● **Task to complete**: The answer must be every line from the listing that holds the string "pixels".
--*--
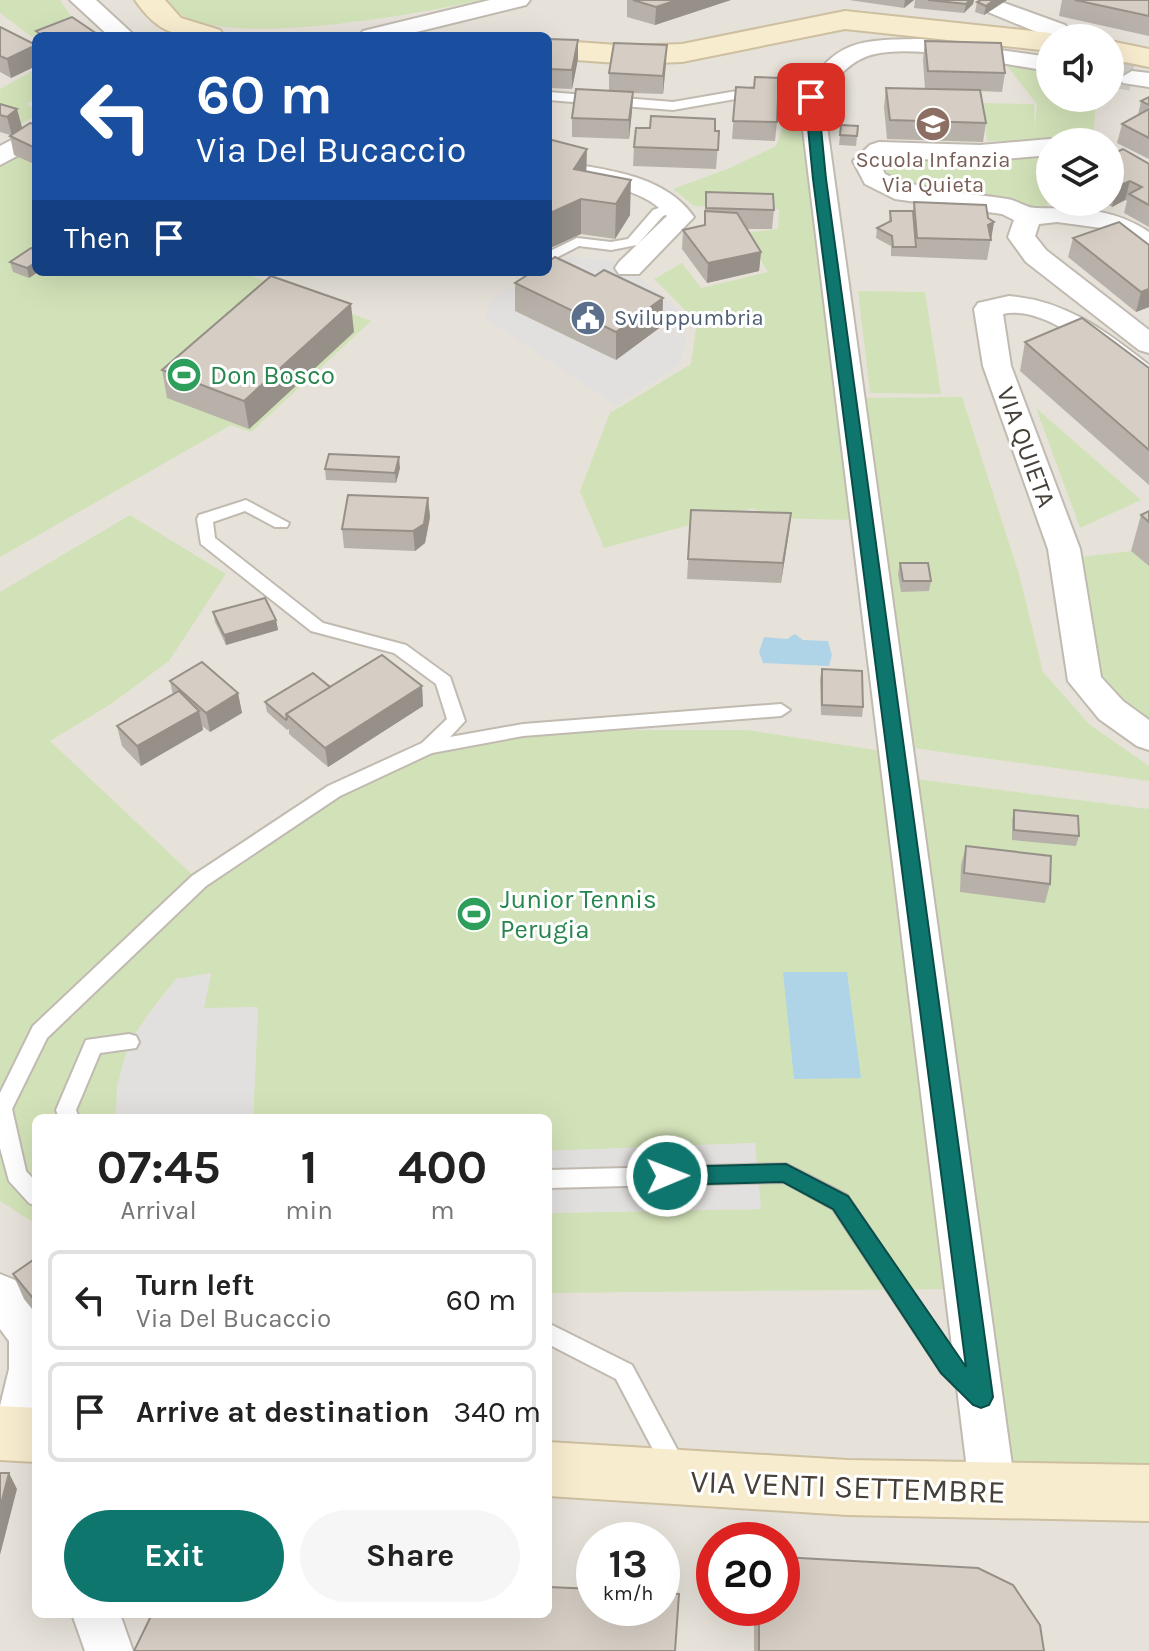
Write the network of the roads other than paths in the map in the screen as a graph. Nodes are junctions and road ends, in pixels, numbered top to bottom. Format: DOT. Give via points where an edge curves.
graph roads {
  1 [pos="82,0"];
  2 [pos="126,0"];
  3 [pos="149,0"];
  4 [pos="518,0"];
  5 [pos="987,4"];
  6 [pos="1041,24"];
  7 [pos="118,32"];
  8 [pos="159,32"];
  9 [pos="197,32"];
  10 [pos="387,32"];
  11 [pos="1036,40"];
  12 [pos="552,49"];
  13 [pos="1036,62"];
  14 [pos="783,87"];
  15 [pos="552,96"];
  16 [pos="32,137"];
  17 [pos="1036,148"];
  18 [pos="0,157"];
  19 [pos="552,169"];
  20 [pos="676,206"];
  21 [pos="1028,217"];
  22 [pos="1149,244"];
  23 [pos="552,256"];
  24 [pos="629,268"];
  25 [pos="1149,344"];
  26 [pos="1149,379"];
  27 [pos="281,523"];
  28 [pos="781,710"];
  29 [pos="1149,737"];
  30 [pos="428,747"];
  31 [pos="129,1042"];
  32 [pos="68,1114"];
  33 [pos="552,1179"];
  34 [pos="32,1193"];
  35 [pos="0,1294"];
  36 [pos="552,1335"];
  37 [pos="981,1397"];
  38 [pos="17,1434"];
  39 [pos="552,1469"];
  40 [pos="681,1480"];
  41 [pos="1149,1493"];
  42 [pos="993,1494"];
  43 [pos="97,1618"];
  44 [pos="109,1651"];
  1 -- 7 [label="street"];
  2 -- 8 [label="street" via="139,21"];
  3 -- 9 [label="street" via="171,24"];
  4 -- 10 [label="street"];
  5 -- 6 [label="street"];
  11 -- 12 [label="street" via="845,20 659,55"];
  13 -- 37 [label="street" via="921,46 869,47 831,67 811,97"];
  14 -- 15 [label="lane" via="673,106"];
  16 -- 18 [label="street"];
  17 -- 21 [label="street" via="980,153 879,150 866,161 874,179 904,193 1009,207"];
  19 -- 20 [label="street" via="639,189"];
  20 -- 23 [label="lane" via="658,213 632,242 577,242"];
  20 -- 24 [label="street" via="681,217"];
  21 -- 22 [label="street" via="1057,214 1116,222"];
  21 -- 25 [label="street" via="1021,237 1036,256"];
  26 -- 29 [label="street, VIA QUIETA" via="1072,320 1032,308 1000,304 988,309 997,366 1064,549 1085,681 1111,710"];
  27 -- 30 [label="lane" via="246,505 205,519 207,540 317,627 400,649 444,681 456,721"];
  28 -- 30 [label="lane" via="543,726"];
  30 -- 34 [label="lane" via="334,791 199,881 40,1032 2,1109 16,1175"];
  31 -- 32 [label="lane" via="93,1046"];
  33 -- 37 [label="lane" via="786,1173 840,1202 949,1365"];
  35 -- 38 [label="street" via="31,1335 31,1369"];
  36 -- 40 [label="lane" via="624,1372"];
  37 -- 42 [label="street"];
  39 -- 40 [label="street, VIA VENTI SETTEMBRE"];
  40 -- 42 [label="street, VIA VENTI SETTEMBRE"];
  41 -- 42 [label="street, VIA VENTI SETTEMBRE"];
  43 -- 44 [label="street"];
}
--*--
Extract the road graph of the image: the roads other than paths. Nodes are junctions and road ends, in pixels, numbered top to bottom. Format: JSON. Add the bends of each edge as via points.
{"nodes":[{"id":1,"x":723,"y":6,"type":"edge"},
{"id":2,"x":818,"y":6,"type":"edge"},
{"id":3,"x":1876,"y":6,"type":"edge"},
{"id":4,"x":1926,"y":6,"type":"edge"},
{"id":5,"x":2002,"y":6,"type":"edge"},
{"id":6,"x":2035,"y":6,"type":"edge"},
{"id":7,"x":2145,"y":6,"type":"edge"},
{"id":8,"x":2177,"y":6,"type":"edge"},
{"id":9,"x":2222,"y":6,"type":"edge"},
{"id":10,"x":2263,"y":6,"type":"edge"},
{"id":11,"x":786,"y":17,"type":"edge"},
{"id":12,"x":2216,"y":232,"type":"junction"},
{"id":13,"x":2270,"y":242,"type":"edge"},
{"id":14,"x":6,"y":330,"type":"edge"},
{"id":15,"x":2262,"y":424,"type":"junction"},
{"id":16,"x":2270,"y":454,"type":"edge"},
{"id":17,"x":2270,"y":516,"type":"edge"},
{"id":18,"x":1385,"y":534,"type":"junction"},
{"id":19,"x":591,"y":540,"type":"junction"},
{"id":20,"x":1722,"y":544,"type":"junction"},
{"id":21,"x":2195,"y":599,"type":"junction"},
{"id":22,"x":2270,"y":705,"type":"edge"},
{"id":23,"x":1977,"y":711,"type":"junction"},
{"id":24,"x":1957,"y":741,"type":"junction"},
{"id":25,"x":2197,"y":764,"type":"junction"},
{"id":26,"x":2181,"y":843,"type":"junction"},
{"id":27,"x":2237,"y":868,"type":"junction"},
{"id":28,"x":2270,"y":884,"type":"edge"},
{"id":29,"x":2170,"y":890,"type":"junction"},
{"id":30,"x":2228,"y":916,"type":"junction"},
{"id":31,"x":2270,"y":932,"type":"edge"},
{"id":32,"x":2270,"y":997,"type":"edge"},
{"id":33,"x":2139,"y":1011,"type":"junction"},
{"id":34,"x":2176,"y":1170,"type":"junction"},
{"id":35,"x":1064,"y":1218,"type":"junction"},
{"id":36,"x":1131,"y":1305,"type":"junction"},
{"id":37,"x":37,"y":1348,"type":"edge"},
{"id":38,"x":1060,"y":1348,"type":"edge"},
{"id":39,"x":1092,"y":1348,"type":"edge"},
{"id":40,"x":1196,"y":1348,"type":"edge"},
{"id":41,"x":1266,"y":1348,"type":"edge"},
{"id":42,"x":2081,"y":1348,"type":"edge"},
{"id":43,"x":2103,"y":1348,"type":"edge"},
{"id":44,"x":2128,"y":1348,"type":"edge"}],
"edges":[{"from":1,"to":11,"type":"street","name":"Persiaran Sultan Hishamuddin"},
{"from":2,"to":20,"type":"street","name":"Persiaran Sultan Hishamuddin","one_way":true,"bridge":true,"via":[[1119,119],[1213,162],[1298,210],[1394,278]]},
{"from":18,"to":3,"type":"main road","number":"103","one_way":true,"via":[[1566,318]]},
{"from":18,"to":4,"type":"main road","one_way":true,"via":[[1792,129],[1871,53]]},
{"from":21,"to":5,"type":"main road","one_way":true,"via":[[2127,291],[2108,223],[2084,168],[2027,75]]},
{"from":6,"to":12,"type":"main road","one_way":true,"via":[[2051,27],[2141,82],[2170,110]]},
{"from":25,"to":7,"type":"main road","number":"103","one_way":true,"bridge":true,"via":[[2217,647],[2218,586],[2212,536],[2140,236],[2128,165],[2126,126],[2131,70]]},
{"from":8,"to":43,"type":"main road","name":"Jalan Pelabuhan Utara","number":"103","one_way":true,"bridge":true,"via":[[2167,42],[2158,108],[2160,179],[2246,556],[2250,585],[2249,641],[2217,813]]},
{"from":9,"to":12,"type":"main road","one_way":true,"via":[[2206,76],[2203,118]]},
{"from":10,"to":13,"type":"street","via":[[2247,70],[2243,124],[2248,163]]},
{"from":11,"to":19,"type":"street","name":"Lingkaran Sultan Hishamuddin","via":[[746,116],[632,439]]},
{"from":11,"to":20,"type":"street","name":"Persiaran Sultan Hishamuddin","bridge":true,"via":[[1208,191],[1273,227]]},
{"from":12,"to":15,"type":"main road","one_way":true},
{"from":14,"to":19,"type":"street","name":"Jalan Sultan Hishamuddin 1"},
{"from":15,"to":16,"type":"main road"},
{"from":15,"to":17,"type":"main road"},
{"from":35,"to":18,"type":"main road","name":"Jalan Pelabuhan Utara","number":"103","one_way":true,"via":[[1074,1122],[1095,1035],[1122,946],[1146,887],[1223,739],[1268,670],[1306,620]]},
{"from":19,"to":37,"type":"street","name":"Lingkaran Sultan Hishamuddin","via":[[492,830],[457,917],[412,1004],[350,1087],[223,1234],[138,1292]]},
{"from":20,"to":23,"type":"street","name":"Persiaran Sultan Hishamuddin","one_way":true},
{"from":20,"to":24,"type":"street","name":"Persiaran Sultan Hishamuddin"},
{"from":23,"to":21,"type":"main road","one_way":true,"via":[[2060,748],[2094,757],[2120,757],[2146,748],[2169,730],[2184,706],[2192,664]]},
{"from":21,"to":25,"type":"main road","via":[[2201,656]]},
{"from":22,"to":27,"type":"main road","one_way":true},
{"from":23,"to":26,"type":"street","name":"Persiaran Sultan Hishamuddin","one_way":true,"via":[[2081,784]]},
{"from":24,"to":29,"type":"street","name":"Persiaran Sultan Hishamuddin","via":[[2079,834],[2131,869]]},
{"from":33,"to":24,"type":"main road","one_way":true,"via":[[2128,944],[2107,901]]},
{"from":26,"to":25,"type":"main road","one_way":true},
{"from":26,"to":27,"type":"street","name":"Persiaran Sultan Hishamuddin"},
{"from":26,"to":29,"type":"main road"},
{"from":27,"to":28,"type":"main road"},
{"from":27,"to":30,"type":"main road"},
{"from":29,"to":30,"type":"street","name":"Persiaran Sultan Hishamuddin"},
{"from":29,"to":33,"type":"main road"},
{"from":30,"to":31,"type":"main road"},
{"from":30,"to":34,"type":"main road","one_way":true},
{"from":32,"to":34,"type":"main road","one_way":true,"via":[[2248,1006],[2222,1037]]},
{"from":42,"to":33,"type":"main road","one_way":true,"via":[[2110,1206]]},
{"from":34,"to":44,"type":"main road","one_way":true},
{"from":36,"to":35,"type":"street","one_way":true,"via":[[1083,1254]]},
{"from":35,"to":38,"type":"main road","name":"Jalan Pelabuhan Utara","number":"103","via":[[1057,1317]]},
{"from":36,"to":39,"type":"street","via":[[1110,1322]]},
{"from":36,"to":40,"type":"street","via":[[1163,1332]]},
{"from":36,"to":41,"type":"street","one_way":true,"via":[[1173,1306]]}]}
--*--
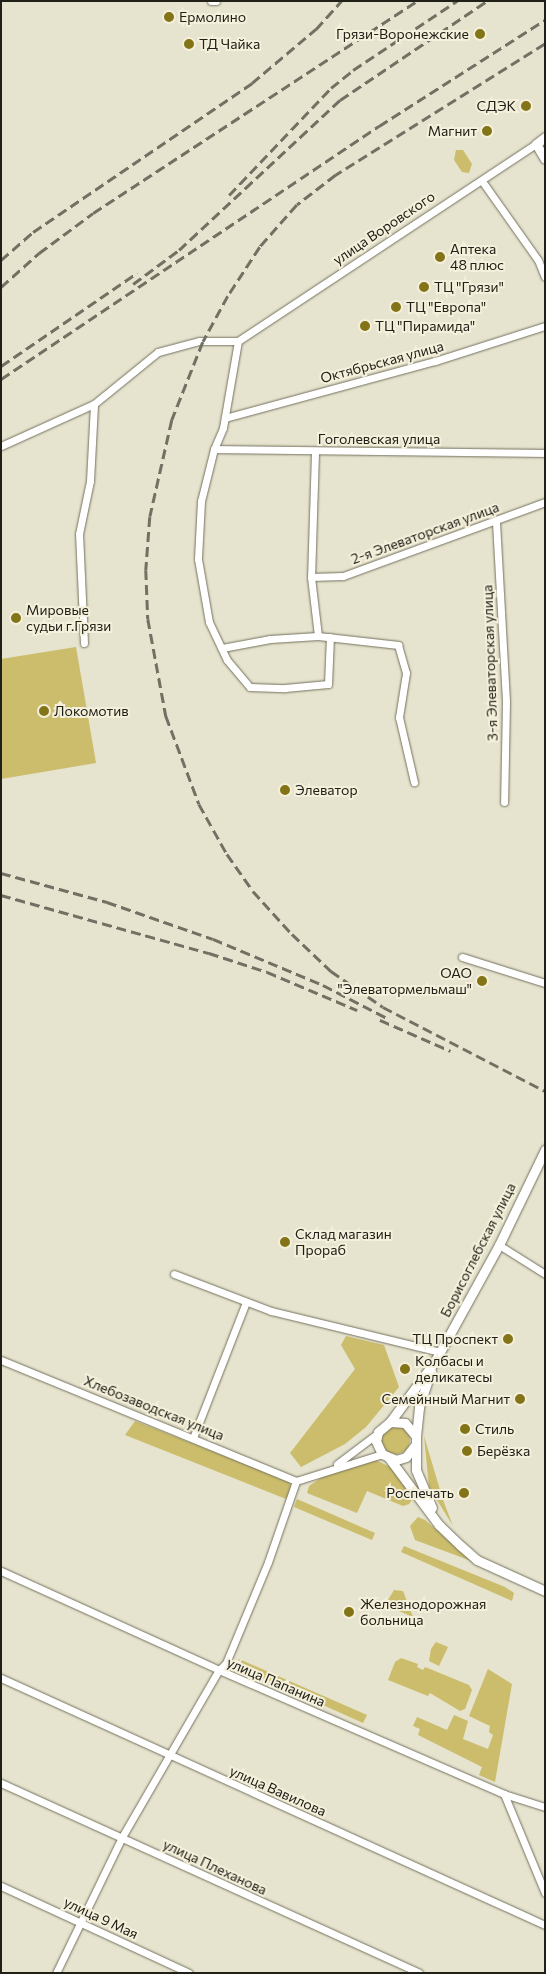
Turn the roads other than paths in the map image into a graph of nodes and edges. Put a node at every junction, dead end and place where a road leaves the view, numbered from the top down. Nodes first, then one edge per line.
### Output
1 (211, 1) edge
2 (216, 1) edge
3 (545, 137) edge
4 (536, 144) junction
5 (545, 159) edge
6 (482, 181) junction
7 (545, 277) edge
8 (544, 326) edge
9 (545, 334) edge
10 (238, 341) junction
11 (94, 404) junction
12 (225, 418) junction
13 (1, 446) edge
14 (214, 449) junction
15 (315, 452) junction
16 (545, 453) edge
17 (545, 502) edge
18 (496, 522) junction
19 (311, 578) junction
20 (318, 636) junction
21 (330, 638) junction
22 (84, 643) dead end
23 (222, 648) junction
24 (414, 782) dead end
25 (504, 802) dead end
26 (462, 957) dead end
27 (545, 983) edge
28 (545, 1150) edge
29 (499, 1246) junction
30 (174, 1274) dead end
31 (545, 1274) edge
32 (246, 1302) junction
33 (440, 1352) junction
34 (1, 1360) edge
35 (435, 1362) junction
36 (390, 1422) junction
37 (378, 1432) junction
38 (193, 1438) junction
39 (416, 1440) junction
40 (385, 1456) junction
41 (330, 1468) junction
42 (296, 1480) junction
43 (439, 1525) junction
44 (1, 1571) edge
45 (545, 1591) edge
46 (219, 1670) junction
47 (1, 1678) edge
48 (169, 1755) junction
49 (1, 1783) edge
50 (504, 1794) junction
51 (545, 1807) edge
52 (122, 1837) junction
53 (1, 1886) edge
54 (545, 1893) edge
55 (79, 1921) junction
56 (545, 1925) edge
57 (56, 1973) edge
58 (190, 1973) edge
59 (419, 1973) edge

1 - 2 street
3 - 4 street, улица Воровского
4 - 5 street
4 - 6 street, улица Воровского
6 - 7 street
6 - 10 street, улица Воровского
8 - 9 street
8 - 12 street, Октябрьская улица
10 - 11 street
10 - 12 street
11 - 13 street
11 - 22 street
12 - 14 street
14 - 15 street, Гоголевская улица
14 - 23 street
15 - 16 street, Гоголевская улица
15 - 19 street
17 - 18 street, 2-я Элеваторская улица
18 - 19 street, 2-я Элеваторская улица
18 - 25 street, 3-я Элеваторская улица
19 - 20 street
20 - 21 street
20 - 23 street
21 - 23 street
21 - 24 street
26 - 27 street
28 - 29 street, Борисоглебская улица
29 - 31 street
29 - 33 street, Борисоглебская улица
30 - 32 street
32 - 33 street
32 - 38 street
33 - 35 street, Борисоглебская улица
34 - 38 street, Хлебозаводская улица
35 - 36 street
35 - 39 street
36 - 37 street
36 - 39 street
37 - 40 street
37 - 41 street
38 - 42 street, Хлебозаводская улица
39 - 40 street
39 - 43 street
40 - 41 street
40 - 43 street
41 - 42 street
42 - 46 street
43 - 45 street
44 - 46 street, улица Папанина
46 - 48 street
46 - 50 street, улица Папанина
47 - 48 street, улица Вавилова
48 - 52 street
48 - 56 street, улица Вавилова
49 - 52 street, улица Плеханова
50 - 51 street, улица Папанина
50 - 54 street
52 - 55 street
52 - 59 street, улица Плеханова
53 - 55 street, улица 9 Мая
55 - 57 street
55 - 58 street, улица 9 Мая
--*--
● **Task output**:
Write the network of the roads other than paths in the map in the screen as a graph. Nodes are junctions and road ends, in pixels, numbered top to bottom. Format: DOT. Give via points where an edge curves.
Extract the road graph of the image: the roads other than paths. Nodes are junctions and road ends, in pixels, numbered top to bottom. Format: JSON. Add the bends of each edge as via points.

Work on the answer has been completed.